─── Exercise inputs

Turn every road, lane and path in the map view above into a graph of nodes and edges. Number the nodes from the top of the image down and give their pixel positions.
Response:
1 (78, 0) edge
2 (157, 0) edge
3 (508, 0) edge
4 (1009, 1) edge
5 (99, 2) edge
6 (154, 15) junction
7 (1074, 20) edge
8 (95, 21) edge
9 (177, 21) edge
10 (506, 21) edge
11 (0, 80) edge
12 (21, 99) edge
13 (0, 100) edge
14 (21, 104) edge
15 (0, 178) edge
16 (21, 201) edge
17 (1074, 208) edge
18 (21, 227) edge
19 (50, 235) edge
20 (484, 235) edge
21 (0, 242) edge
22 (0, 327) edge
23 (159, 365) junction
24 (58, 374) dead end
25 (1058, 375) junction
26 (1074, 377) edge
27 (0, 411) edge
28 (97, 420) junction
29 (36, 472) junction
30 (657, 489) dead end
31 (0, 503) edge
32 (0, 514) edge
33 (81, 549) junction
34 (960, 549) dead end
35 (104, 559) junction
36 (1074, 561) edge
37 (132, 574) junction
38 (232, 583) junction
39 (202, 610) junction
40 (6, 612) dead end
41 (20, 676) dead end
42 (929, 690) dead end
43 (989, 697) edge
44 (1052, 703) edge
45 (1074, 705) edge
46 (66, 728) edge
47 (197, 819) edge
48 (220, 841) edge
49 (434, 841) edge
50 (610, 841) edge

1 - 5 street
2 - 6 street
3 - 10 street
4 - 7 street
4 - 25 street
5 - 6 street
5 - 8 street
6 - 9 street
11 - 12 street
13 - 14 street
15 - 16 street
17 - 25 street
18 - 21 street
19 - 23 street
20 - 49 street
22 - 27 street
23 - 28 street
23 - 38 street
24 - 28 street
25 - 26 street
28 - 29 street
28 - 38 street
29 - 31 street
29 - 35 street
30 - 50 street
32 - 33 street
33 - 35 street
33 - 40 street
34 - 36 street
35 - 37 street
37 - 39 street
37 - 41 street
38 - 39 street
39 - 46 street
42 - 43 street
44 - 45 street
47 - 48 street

──────

▸ **Try it**
Each line holding "dead" in the records should be copied out.

▸ **Written response**
24 (58, 374) dead end
30 (657, 489) dead end
34 (960, 549) dead end
40 (6, 612) dead end
41 (20, 676) dead end
42 (929, 690) dead end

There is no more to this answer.